[Start of Attachment]

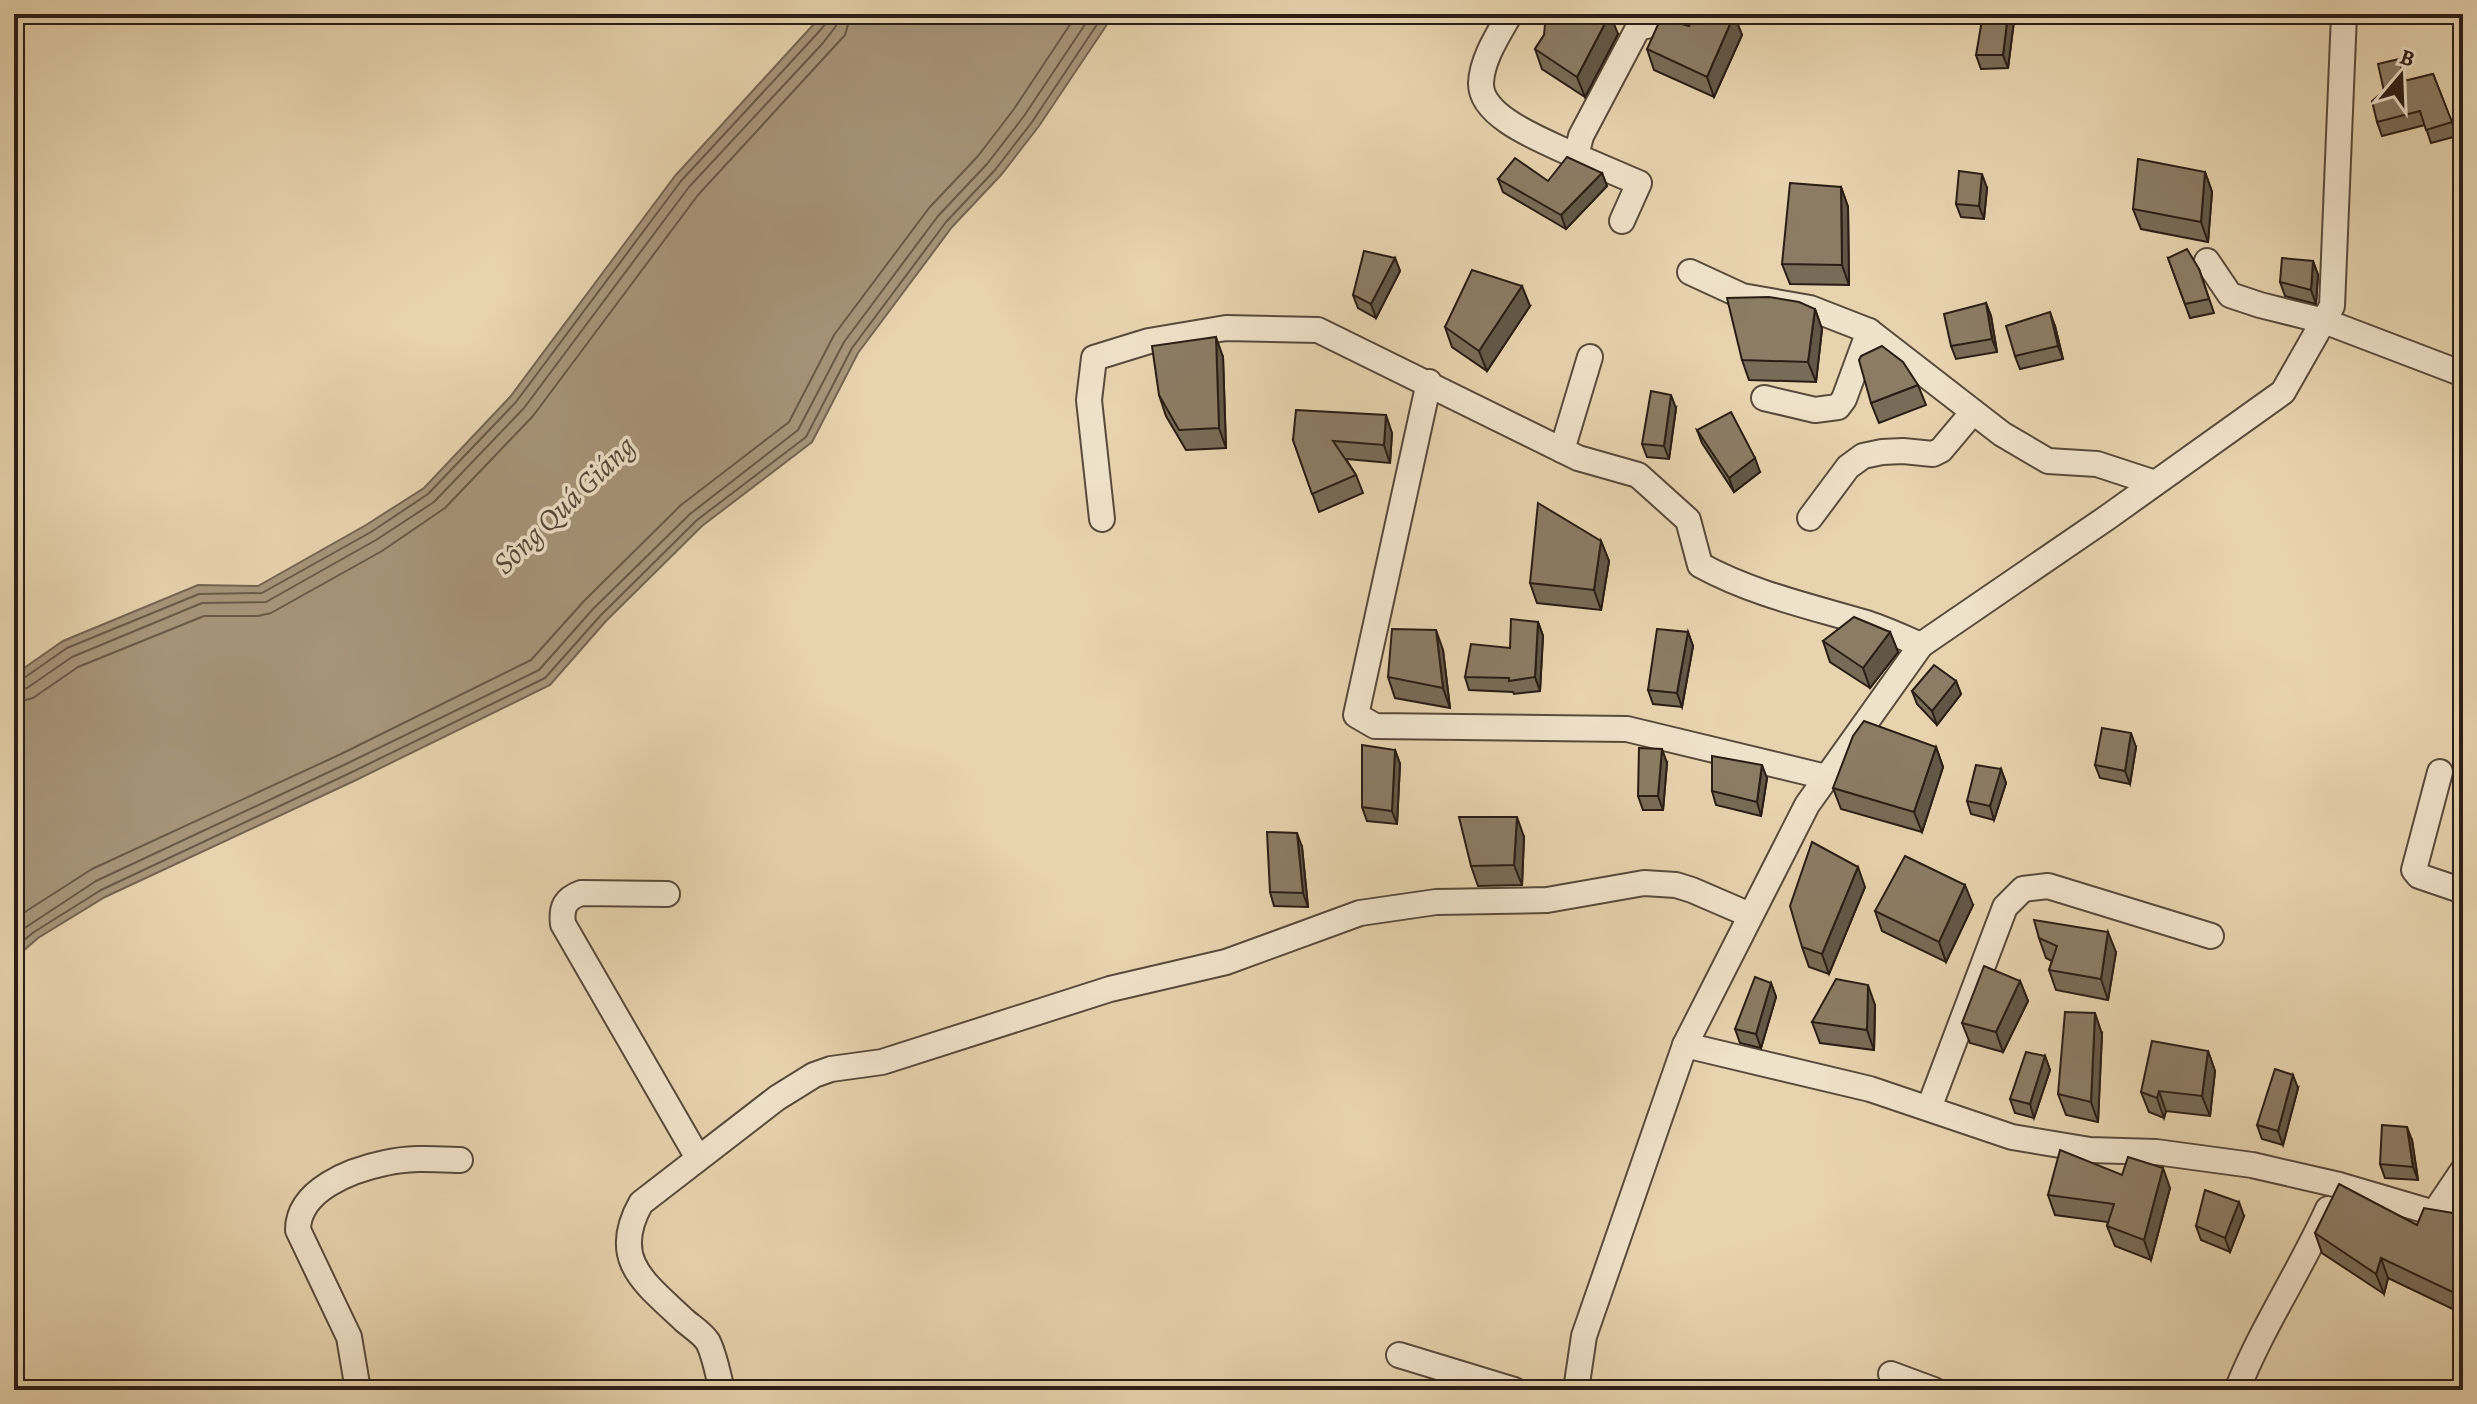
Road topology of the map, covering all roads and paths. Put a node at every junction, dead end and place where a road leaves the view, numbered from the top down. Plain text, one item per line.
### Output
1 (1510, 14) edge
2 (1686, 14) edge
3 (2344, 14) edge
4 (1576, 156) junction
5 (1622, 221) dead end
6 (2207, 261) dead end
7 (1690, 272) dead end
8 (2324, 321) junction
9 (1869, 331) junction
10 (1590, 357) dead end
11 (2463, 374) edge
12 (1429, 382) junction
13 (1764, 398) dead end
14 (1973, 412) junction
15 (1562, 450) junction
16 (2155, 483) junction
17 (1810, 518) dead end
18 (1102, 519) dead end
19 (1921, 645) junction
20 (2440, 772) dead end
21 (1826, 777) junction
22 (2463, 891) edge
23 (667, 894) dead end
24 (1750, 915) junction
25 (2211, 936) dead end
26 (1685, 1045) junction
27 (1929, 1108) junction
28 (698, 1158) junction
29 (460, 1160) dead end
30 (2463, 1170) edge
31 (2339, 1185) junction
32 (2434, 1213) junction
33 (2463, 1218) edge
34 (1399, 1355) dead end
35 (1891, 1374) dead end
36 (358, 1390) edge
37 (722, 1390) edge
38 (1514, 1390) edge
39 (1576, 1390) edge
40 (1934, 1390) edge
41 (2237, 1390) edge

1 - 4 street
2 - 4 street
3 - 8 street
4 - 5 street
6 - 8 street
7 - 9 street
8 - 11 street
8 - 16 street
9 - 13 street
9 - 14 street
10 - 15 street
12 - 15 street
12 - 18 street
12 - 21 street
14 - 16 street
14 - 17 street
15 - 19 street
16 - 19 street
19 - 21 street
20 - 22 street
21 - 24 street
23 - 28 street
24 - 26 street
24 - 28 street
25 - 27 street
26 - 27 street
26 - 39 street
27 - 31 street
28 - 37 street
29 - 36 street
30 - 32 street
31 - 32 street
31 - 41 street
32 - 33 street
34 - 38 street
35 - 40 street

[End of Attachment]

**Work to complete:** Please write out all of the material above without changing a word, and omit any pictures.

**Response below:**
Road topology of the map, covering all roads and paths. Put a node at every junction, dead end and place where a road leaves the view, numbered from the top down. Plain text, one item per line.
### Output
1 (1510, 14) edge
2 (1686, 14) edge
3 (2344, 14) edge
4 (1576, 156) junction
5 (1622, 221) dead end
6 (2207, 261) dead end
7 (1690, 272) dead end
8 (2324, 321) junction
9 (1869, 331) junction
10 (1590, 357) dead end
11 (2463, 374) edge
12 (1429, 382) junction
13 (1764, 398) dead end
14 (1973, 412) junction
15 (1562, 450) junction
16 (2155, 483) junction
17 (1810, 518) dead end
18 (1102, 519) dead end
19 (1921, 645) junction
20 (2440, 772) dead end
21 (1826, 777) junction
22 (2463, 891) edge
23 (667, 894) dead end
24 (1750, 915) junction
25 (2211, 936) dead end
26 (1685, 1045) junction
27 (1929, 1108) junction
28 (698, 1158) junction
29 (460, 1160) dead end
30 (2463, 1170) edge
31 (2339, 1185) junction
32 (2434, 1213) junction
33 (2463, 1218) edge
34 (1399, 1355) dead end
35 (1891, 1374) dead end
36 (358, 1390) edge
37 (722, 1390) edge
38 (1514, 1390) edge
39 (1576, 1390) edge
40 (1934, 1390) edge
41 (2237, 1390) edge

1 - 4 street
2 - 4 street
3 - 8 street
4 - 5 street
6 - 8 street
7 - 9 street
8 - 11 street
8 - 16 street
9 - 13 street
9 - 14 street
10 - 15 street
12 - 15 street
12 - 18 street
12 - 21 street
14 - 16 street
14 - 17 street
15 - 19 street
16 - 19 street
19 - 21 street
20 - 22 street
21 - 24 street
23 - 28 street
24 - 26 street
24 - 28 street
25 - 27 street
26 - 27 street
26 - 39 street
27 - 31 street
28 - 37 street
29 - 36 street
30 - 32 street
31 - 32 street
31 - 41 street
32 - 33 street
34 - 38 street
35 - 40 street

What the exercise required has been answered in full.